* [DATA FOR THIS TASK]:
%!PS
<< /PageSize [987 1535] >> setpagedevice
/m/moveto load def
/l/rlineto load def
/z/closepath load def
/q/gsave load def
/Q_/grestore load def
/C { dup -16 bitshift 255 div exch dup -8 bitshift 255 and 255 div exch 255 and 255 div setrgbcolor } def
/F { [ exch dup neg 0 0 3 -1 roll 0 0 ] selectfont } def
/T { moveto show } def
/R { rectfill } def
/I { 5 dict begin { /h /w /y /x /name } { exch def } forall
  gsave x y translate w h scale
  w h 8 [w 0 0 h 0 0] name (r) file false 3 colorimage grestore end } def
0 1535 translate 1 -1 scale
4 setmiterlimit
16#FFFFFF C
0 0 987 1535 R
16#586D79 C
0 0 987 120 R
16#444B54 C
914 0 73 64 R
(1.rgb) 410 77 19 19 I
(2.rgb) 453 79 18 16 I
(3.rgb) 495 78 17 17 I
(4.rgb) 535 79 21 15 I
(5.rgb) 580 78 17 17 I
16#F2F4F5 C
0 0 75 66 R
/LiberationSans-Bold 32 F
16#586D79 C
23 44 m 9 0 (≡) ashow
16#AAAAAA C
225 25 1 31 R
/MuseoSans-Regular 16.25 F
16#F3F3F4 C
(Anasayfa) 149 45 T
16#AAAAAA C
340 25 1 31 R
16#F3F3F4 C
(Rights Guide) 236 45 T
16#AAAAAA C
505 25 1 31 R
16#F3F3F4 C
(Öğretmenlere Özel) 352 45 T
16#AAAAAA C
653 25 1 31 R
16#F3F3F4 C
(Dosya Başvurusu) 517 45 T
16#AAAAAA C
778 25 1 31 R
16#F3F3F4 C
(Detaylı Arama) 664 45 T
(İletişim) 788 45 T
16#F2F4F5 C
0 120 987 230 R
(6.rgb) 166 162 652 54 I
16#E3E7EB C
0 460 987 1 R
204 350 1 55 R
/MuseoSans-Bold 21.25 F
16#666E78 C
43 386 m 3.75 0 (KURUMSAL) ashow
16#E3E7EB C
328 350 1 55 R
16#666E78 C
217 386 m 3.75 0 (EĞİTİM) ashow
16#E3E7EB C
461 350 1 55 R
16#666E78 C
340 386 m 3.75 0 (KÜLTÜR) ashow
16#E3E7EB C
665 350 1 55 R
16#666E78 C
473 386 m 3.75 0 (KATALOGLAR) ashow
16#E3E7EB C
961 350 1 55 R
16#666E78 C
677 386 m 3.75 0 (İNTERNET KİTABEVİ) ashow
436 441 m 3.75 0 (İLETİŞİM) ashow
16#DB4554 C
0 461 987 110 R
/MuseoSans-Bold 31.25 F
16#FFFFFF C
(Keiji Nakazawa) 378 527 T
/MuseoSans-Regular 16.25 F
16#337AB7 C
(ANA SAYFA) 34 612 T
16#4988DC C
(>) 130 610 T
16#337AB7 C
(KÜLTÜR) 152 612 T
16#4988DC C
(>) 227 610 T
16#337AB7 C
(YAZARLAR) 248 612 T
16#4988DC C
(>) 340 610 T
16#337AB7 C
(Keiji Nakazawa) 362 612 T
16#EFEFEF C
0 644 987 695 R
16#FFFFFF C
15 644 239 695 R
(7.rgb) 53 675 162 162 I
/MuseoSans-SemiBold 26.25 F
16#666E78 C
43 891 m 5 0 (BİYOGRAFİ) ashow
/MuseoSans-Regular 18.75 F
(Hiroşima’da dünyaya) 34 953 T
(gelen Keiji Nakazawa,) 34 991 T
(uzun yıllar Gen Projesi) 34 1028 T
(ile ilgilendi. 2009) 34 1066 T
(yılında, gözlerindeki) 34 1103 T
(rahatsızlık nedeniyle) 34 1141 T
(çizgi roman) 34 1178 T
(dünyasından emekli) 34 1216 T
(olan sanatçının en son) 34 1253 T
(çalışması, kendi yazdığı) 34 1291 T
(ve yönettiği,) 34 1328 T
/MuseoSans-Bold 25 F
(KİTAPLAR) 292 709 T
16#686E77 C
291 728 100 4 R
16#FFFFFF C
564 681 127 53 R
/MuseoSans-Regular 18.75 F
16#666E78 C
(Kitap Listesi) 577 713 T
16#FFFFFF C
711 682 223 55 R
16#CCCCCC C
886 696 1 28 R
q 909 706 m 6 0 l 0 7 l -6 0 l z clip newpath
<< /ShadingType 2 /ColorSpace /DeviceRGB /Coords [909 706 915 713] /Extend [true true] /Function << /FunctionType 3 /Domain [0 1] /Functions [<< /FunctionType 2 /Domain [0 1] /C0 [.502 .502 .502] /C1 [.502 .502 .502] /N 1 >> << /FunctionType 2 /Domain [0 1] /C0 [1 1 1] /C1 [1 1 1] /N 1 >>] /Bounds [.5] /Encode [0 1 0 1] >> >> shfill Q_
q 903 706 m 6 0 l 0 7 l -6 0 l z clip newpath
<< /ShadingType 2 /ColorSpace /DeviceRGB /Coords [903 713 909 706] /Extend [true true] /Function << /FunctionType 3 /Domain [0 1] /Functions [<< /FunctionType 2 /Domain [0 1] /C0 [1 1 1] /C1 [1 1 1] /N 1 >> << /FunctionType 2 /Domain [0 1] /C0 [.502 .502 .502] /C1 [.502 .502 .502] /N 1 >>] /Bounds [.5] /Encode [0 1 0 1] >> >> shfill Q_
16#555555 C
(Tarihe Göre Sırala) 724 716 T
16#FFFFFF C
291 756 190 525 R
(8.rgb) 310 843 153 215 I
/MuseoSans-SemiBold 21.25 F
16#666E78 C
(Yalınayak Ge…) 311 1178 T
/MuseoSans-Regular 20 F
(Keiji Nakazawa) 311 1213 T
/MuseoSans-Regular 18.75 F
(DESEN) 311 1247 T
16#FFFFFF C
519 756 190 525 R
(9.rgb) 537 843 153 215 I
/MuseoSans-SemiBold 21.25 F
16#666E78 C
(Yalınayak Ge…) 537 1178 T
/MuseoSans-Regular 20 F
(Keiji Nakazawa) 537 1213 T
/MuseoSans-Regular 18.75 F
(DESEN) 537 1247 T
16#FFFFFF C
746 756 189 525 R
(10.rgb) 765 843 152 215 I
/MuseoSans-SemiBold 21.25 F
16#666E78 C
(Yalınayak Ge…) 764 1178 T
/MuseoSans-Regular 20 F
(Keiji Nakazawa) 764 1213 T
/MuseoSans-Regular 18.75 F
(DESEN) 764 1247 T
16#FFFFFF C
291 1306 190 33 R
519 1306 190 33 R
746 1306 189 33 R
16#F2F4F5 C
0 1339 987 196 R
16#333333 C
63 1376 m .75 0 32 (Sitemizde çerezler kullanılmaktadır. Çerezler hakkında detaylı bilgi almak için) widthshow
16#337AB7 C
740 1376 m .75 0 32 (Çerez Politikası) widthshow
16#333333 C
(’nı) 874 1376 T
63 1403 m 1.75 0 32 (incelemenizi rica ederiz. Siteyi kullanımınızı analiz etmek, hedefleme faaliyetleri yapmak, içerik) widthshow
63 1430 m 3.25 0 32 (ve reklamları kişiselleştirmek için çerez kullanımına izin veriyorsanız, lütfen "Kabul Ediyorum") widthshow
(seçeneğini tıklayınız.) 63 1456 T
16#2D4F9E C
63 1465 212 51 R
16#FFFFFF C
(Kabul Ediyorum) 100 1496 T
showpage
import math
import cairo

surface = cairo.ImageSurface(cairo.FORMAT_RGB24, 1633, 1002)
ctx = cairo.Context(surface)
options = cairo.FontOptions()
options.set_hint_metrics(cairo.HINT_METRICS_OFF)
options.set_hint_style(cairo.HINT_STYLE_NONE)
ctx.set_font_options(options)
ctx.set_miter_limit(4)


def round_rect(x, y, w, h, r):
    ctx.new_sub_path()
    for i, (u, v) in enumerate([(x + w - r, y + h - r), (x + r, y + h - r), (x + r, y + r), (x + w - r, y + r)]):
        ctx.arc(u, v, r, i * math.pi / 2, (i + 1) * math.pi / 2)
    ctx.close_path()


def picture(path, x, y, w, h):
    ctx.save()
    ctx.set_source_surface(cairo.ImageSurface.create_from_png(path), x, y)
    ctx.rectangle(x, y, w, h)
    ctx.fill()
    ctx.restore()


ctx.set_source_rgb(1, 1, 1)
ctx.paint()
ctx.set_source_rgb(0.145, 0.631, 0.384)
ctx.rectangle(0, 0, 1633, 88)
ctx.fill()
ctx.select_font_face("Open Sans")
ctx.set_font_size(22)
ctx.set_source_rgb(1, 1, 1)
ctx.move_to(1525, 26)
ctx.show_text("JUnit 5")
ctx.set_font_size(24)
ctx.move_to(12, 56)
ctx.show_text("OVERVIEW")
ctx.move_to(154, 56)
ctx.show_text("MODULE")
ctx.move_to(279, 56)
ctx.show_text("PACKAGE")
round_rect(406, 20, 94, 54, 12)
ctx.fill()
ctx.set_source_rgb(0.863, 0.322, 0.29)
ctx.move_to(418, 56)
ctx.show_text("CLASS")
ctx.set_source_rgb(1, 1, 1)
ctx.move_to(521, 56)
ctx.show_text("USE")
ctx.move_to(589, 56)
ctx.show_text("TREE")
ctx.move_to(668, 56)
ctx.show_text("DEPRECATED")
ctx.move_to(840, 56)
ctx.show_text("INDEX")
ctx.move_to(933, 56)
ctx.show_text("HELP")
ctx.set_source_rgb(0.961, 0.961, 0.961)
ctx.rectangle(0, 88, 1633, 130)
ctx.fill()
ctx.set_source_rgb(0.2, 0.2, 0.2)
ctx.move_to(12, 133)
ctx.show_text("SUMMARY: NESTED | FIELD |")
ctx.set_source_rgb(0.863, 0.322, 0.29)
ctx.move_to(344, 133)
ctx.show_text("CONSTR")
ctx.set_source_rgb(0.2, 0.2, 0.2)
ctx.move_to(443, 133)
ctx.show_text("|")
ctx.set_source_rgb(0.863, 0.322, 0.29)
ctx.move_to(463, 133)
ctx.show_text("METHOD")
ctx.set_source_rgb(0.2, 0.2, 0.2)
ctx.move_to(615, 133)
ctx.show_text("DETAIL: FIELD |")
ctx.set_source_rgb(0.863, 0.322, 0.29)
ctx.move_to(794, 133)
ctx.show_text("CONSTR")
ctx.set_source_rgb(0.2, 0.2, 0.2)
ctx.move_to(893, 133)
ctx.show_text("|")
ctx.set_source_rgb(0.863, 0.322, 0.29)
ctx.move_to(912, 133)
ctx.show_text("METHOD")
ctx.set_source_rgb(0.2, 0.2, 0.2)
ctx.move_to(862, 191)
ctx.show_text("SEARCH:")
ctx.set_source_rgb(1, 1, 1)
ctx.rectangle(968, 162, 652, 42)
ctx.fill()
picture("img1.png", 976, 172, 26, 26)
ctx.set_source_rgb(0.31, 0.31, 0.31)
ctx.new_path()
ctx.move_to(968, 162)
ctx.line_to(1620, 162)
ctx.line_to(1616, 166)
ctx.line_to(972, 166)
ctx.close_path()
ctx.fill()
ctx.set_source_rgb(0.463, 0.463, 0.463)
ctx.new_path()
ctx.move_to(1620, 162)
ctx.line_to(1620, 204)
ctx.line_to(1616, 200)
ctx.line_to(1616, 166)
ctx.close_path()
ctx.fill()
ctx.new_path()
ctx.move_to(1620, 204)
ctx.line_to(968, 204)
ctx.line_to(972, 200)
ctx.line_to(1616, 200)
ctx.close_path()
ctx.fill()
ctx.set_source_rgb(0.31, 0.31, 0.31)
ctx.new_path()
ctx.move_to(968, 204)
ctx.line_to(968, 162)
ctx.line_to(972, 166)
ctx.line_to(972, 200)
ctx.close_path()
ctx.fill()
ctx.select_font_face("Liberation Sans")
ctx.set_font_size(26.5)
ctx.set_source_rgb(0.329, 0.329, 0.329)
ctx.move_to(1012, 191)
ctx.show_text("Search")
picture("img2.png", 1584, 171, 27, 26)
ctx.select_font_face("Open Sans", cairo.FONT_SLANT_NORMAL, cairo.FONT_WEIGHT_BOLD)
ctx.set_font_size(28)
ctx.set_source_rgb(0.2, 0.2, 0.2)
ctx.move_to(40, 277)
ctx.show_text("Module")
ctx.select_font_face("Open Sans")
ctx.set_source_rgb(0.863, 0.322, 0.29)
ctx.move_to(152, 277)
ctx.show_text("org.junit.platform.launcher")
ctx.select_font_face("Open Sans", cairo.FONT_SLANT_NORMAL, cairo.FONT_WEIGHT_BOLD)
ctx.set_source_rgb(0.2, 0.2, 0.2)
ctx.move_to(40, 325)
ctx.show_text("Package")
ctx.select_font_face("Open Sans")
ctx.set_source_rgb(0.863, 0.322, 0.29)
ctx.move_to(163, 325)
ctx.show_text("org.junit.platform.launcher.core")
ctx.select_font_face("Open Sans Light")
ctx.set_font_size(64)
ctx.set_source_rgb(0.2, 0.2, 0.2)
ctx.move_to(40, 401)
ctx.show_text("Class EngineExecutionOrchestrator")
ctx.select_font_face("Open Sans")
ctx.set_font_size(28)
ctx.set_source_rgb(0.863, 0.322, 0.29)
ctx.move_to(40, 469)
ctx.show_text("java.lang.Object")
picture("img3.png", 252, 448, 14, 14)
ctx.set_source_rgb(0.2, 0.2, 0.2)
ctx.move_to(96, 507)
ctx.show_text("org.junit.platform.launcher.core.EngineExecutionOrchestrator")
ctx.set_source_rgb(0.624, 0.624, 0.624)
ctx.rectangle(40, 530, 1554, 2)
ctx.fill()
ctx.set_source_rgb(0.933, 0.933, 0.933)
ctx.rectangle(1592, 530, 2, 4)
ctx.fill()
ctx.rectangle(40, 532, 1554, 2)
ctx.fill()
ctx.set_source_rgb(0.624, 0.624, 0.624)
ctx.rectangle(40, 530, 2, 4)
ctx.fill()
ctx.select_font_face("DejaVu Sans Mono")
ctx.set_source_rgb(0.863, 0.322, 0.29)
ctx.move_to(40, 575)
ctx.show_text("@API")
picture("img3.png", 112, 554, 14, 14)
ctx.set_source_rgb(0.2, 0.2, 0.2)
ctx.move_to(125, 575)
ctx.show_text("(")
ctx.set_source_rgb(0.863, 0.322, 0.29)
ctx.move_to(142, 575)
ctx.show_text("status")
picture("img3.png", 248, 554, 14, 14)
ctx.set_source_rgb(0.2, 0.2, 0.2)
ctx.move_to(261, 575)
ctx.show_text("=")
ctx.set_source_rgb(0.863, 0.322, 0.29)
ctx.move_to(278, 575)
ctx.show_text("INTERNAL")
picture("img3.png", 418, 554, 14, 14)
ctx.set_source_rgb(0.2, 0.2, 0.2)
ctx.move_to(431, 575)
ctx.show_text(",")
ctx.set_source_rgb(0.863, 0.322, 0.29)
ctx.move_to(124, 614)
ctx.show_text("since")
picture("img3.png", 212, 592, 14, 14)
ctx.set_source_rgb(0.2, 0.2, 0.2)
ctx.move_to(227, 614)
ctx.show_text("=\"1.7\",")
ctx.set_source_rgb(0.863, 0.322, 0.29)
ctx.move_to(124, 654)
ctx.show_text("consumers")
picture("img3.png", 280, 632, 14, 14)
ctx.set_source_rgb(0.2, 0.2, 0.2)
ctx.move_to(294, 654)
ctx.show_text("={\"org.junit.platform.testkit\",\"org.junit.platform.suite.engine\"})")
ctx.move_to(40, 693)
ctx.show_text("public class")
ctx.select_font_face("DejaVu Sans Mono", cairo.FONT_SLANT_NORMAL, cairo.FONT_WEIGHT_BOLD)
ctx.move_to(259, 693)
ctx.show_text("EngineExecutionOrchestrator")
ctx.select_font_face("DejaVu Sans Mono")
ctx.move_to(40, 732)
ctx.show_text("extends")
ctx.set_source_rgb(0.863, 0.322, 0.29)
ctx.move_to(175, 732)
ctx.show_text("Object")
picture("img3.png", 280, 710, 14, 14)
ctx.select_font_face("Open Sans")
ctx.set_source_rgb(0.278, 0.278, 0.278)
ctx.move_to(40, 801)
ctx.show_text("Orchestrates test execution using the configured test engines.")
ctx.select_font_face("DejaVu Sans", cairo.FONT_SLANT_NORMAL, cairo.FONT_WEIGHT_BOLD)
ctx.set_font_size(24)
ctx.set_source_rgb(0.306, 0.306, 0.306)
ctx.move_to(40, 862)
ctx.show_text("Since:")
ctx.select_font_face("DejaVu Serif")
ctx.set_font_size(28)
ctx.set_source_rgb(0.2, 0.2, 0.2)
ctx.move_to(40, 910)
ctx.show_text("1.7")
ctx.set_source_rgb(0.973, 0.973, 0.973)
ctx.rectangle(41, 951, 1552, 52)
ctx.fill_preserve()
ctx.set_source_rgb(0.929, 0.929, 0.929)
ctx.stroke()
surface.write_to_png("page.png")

* [TASK DIRECTIONS]: Reproduce only the lines above, starting at the line with "ctx.move_to(1012, 191)" and ending at the line with "592, 14, 14)", exactly as written.

* [REPLY]:
ctx.move_to(1012, 191)
ctx.show_text("Search")
picture("img2.png", 1584, 171, 27, 26)
ctx.select_font_face("Open Sans", cairo.FONT_SLANT_NORMAL, cairo.FONT_WEIGHT_BOLD)
ctx.set_font_size(28)
ctx.set_source_rgb(0.2, 0.2, 0.2)
ctx.move_to(40, 277)
ctx.show_text("Module")
ctx.select_font_face("Open Sans")
ctx.set_source_rgb(0.863, 0.322, 0.29)
ctx.move_to(152, 277)
ctx.show_text("org.junit.platform.launcher")
ctx.select_font_face("Open Sans", cairo.FONT_SLANT_NORMAL, cairo.FONT_WEIGHT_BOLD)
ctx.set_source_rgb(0.2, 0.2, 0.2)
ctx.move_to(40, 325)
ctx.show_text("Package")
ctx.select_font_face("Open Sans")
ctx.set_source_rgb(0.863, 0.322, 0.29)
ctx.move_to(163, 325)
ctx.show_text("org.junit.platform.launcher.core")
ctx.select_font_face("Open Sans Light")
ctx.set_font_size(64)
ctx.set_source_rgb(0.2, 0.2, 0.2)
ctx.move_to(40, 401)
ctx.show_text("Class EngineExecutionOrchestrator")
ctx.select_font_face("Open Sans")
ctx.set_font_size(28)
ctx.set_source_rgb(0.863, 0.322, 0.29)
ctx.move_to(40, 469)
ctx.show_text("java.lang.Object")
picture("img3.png", 252, 448, 14, 14)
ctx.set_source_rgb(0.2, 0.2, 0.2)
ctx.move_to(96, 507)
ctx.show_text("org.junit.platform.launcher.core.EngineExecutionOrchestrator")
ctx.set_source_rgb(0.624, 0.624, 0.624)
ctx.rectangle(40, 530, 1554, 2)
ctx.fill()
ctx.set_source_rgb(0.933, 0.933, 0.933)
ctx.rectangle(1592, 530, 2, 4)
ctx.fill()
ctx.rectangle(40, 532, 1554, 2)
ctx.fill()
ctx.set_source_rgb(0.624, 0.624, 0.624)
ctx.rectangle(40, 530, 2, 4)
ctx.fill()
ctx.select_font_face("DejaVu Sans Mono")
ctx.set_source_rgb(0.863, 0.322, 0.29)
ctx.move_to(40, 575)
ctx.show_text("@API")
picture("img3.png", 112, 554, 14, 14)
ctx.set_source_rgb(0.2, 0.2, 0.2)
ctx.move_to(125, 575)
ctx.show_text("(")
ctx.set_source_rgb(0.863, 0.322, 0.29)
ctx.move_to(142, 575)
ctx.show_text("status")
picture("img3.png", 248, 554, 14, 14)
ctx.set_source_rgb(0.2, 0.2, 0.2)
ctx.move_to(261, 575)
ctx.show_text("=")
ctx.set_source_rgb(0.863, 0.322, 0.29)
ctx.move_to(278, 575)
ctx.show_text("INTERNAL")
picture("img3.png", 418, 554, 14, 14)
ctx.set_source_rgb(0.2, 0.2, 0.2)
ctx.move_to(431, 575)
ctx.show_text(",")
ctx.set_source_rgb(0.863, 0.322, 0.29)
ctx.move_to(124, 614)
ctx.show_text("since")
picture("img3.png", 212, 592, 14, 14)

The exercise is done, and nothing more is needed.